**Exercise requirements:**
Word for word, restate all of the data shown below.

--------------------------------------------------

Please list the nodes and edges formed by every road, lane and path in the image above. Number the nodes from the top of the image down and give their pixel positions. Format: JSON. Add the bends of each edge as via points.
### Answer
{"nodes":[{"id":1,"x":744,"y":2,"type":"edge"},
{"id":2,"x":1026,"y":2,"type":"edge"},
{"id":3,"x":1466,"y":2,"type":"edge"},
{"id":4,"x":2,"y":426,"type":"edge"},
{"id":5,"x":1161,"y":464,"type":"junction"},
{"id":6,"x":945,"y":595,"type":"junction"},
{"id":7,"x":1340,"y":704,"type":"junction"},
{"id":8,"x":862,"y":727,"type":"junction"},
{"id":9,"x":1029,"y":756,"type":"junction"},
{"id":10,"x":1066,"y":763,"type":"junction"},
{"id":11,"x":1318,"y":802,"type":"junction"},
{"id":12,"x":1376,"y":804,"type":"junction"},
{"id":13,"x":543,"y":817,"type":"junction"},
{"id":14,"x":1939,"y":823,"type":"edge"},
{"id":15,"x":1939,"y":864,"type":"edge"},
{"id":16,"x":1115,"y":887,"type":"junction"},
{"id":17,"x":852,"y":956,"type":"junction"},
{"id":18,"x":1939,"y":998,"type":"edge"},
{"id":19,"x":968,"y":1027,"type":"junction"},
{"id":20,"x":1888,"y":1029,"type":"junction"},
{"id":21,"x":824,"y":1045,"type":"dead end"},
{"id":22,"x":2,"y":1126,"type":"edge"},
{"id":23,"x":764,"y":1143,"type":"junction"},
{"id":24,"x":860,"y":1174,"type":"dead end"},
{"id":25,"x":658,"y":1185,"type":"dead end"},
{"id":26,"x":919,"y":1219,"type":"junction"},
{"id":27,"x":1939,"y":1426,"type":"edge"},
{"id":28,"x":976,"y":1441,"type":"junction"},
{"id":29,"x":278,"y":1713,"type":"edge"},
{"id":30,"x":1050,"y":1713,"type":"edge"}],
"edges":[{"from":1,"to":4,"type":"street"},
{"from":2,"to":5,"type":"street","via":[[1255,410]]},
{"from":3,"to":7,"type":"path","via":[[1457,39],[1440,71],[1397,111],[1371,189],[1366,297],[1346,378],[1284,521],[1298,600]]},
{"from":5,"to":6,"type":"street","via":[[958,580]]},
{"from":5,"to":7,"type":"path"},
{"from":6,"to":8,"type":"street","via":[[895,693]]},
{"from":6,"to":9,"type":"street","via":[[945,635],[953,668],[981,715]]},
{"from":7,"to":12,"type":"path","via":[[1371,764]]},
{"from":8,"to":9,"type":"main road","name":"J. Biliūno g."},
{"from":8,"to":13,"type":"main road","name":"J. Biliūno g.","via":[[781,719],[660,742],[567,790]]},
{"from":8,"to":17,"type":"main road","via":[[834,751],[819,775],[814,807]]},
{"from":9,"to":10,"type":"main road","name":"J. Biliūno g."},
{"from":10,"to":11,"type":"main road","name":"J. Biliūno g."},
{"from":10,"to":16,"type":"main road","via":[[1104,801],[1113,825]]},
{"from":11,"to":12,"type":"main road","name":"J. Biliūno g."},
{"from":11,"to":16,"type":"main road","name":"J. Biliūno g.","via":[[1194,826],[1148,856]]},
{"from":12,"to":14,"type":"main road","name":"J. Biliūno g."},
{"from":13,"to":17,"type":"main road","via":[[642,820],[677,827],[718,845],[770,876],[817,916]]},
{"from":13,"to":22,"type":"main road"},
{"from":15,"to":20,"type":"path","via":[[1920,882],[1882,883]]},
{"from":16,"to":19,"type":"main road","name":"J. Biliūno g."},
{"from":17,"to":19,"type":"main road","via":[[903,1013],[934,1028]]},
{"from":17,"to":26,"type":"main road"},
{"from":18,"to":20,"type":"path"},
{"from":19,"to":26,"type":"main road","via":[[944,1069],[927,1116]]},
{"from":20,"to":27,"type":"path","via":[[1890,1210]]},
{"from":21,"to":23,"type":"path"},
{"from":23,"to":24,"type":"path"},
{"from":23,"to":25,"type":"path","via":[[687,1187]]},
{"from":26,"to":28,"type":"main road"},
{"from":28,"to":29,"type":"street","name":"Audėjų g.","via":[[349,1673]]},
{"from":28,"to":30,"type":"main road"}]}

--------------------------------------------------

**Exercise result:**
Please list the nodes and edges formed by every road, lane and path in the image above. Number the nodes from the top of the image down and give their pixel positions. Format: JSON. Add the bends of each edge as via points.
### Answer
{"nodes":[{"id":1,"x":744,"y":2,"type":"edge"},
{"id":2,"x":1026,"y":2,"type":"edge"},
{"id":3,"x":1466,"y":2,"type":"edge"},
{"id":4,"x":2,"y":426,"type":"edge"},
{"id":5,"x":1161,"y":464,"type":"junction"},
{"id":6,"x":945,"y":595,"type":"junction"},
{"id":7,"x":1340,"y":704,"type":"junction"},
{"id":8,"x":862,"y":727,"type":"junction"},
{"id":9,"x":1029,"y":756,"type":"junction"},
{"id":10,"x":1066,"y":763,"type":"junction"},
{"id":11,"x":1318,"y":802,"type":"junction"},
{"id":12,"x":1376,"y":804,"type":"junction"},
{"id":13,"x":543,"y":817,"type":"junction"},
{"id":14,"x":1939,"y":823,"type":"edge"},
{"id":15,"x":1939,"y":864,"type":"edge"},
{"id":16,"x":1115,"y":887,"type":"junction"},
{"id":17,"x":852,"y":956,"type":"junction"},
{"id":18,"x":1939,"y":998,"type":"edge"},
{"id":19,"x":968,"y":1027,"type":"junction"},
{"id":20,"x":1888,"y":1029,"type":"junction"},
{"id":21,"x":824,"y":1045,"type":"dead end"},
{"id":22,"x":2,"y":1126,"type":"edge"},
{"id":23,"x":764,"y":1143,"type":"junction"},
{"id":24,"x":860,"y":1174,"type":"dead end"},
{"id":25,"x":658,"y":1185,"type":"dead end"},
{"id":26,"x":919,"y":1219,"type":"junction"},
{"id":27,"x":1939,"y":1426,"type":"edge"},
{"id":28,"x":976,"y":1441,"type":"junction"},
{"id":29,"x":278,"y":1713,"type":"edge"},
{"id":30,"x":1050,"y":1713,"type":"edge"}],
"edges":[{"from":1,"to":4,"type":"street"},
{"from":2,"to":5,"type":"street","via":[[1255,410]]},
{"from":3,"to":7,"type":"path","via":[[1457,39],[1440,71],[1397,111],[1371,189],[1366,297],[1346,378],[1284,521],[1298,600]]},
{"from":5,"to":6,"type":"street","via":[[958,580]]},
{"from":5,"to":7,"type":"path"},
{"from":6,"to":8,"type":"street","via":[[895,693]]},
{"from":6,"to":9,"type":"street","via":[[945,635],[953,668],[981,715]]},
{"from":7,"to":12,"type":"path","via":[[1371,764]]},
{"from":8,"to":9,"type":"main road","name":"J. Biliūno g."},
{"from":8,"to":13,"type":"main road","name":"J. Biliūno g.","via":[[781,719],[660,742],[567,790]]},
{"from":8,"to":17,"type":"main road","via":[[834,751],[819,775],[814,807]]},
{"from":9,"to":10,"type":"main road","name":"J. Biliūno g."},
{"from":10,"to":11,"type":"main road","name":"J. Biliūno g."},
{"from":10,"to":16,"type":"main road","via":[[1104,801],[1113,825]]},
{"from":11,"to":12,"type":"main road","name":"J. Biliūno g."},
{"from":11,"to":16,"type":"main road","name":"J. Biliūno g.","via":[[1194,826],[1148,856]]},
{"from":12,"to":14,"type":"main road","name":"J. Biliūno g."},
{"from":13,"to":17,"type":"main road","via":[[642,820],[677,827],[718,845],[770,876],[817,916]]},
{"from":13,"to":22,"type":"main road"},
{"from":15,"to":20,"type":"path","via":[[1920,882],[1882,883]]},
{"from":16,"to":19,"type":"main road","name":"J. Biliūno g."},
{"from":17,"to":19,"type":"main road","via":[[903,1013],[934,1028]]},
{"from":17,"to":26,"type":"main road"},
{"from":18,"to":20,"type":"path"},
{"from":19,"to":26,"type":"main road","via":[[944,1069],[927,1116]]},
{"from":20,"to":27,"type":"path","via":[[1890,1210]]},
{"from":21,"to":23,"type":"path"},
{"from":23,"to":24,"type":"path"},
{"from":23,"to":25,"type":"path","via":[[687,1187]]},
{"from":26,"to":28,"type":"main road"},
{"from":28,"to":29,"type":"street","name":"Audėjų g.","via":[[349,1673]]},
{"from":28,"to":30,"type":"main road"}]}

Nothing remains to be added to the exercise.